Re: [PATCH bpf-next 0/5] bpf: BPF specific memory allocator.

Mina Almasry <almasrymina@xxxxxxxxxx> · Tue, 12 Jul 2022 12:11:48 -0700

On Tue, Jul 12, 2022 at 11:11 AM Shakeel Butt <shakeelb@xxxxxxxxxx> wrote:
>
> Ccing Mina who actually worked on upstreaming this. See [1] for
> previous discussion and more use-cases.
>
> [1] https://lore.kernel.org/linux-mm/20211120045011.3074840-1-almasrymina@xxxxxxxxxx/
>
> On Tue, Jul 12, 2022 at 10:36 AM Tejun Heo <tj@xxxxxxxxxx> wrote:
> >
> > Hello,
> >
> > On Tue, Jul 12, 2022 at 10:26:22AM -0700, Shakeel Butt wrote:
> > > One use-case we have is a build & test service which runs independent
> > > builds and tests but all the build utilities (compiler, linker,
> > > libraries) are shared between those builds and tests.
> > >
> > > In terms of topology, the service has a top level cgroup (P) and all
> > > independent builds and tests run in their own cgroup under P. These
> > > builds/tests continuously come and go.
> > >
> > > This service continuously monitors all the builds/tests running and
> > > may kill some based on some criteria which includes memory usage.
> > > However the memory usage is nondeterministic and killing a specific
> > > build/test may not really free memory if most of the memory charged to
> > > it is from shared build utilities.
> >
> > That doesn't sound too unusual.

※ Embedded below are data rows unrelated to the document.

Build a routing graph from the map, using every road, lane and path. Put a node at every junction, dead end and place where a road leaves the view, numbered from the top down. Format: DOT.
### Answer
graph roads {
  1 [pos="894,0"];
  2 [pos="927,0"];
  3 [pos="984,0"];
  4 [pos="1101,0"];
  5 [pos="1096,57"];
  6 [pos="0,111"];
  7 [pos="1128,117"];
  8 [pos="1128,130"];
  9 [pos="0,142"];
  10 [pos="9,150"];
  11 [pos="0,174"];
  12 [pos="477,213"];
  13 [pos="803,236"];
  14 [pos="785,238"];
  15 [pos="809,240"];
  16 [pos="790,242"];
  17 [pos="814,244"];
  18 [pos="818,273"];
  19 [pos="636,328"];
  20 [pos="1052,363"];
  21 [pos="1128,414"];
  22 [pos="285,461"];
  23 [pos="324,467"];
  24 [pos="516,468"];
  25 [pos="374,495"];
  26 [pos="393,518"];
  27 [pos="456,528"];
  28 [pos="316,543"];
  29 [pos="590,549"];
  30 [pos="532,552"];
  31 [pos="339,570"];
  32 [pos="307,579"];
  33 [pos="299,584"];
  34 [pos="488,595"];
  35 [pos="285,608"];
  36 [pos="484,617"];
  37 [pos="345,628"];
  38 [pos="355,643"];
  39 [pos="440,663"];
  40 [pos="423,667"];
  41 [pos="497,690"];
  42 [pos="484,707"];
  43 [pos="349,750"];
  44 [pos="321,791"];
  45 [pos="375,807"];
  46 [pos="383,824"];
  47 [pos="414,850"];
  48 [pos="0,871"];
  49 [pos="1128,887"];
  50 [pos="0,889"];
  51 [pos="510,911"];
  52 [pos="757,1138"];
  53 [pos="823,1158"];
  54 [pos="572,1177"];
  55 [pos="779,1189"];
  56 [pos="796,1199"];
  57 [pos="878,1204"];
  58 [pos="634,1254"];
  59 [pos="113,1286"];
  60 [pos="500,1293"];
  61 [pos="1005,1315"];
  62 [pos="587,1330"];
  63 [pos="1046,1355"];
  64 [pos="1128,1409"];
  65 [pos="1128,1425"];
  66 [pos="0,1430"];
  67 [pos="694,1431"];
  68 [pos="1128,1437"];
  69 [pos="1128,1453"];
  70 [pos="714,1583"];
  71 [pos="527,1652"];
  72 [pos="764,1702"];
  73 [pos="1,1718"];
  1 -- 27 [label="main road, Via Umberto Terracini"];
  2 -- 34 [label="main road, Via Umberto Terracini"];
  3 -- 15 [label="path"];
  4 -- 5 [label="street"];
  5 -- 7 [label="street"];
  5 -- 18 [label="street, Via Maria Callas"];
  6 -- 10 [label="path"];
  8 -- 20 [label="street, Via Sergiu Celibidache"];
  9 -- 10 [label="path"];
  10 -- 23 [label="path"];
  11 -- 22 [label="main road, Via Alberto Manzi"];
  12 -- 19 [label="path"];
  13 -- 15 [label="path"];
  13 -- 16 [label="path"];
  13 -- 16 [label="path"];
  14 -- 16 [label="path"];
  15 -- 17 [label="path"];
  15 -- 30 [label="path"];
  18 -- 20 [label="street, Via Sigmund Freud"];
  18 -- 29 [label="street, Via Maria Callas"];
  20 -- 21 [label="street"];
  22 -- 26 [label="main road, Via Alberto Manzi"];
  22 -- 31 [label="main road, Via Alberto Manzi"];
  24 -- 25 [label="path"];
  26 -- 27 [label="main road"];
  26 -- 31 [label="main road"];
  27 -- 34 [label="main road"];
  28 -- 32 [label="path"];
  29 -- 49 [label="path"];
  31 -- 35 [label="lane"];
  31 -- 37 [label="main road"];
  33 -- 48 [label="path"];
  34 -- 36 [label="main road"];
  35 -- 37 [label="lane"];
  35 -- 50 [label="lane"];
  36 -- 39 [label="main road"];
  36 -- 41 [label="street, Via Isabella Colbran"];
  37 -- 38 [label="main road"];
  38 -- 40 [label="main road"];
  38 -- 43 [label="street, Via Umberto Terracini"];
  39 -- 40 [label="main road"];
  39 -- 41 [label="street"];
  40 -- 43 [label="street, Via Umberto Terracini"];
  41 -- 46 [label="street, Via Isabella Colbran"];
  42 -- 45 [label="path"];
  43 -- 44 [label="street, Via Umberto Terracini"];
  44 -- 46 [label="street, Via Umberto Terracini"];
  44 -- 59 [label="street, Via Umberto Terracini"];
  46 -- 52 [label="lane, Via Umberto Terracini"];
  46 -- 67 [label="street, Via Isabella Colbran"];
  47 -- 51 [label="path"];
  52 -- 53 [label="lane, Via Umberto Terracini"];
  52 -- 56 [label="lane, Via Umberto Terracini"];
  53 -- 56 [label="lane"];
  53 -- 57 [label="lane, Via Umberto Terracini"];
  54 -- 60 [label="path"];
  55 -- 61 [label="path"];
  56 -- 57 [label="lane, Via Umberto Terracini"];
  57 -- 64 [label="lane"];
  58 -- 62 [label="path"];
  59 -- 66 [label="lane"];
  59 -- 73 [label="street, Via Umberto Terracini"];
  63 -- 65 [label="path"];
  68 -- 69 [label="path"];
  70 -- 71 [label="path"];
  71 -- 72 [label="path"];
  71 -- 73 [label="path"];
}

So, one saving grace here is that the memory
> > pressure in the stressed cgroup should trigger reclaim of the shared memory
> > which will be likely picked up by someone else, hopefully, under less memory
> > pressure. Can you give more concerete details? ie. describe a failing
> > scenario with actual ballpark memory numbers?
>
> Mina, can you please provide details requested by Tejun?
>

As far as I am aware the builds/tests service Shakeel mentioned is a
theoretical use case we're considering, but the actual use cases we're
running are the 3 I listed in my cover letter in my original proposal:

https://lore.kernel.org/linux-mm/20211120045011.3074840-1-almasrymina@xxxxxxxxxx/

Still, the use case Shakeel is talking about is almost identical to
use case #2 in that proposal:
"Our infrastructure has large meta jobs such as kubernetes which spawn
multiple subtasks which share a tmpfs mount. These jobs and its
subtasks use that tmpfs mount for various purposes such as data
sharing or persistent data between the subtask restarts. In kubernetes
terminology, the meta job is similar to pods and subtasks are
containers under pods. We want the shared memory to be
deterministically charged to the kubernetes's pod and independent to
the lifetime of containers under the pod."

To run such a job we do the following:

- We setup a hierarchy like so:
                   pod_container
                  /           |                 \
container_a    container_b     container_c

- We set up a tmpfs mount with memcg= pod_container. This instructs
the kernel to charge all of this tmpfs user data to pod_container,
instead of the memcg of the task which faults in the shared memory.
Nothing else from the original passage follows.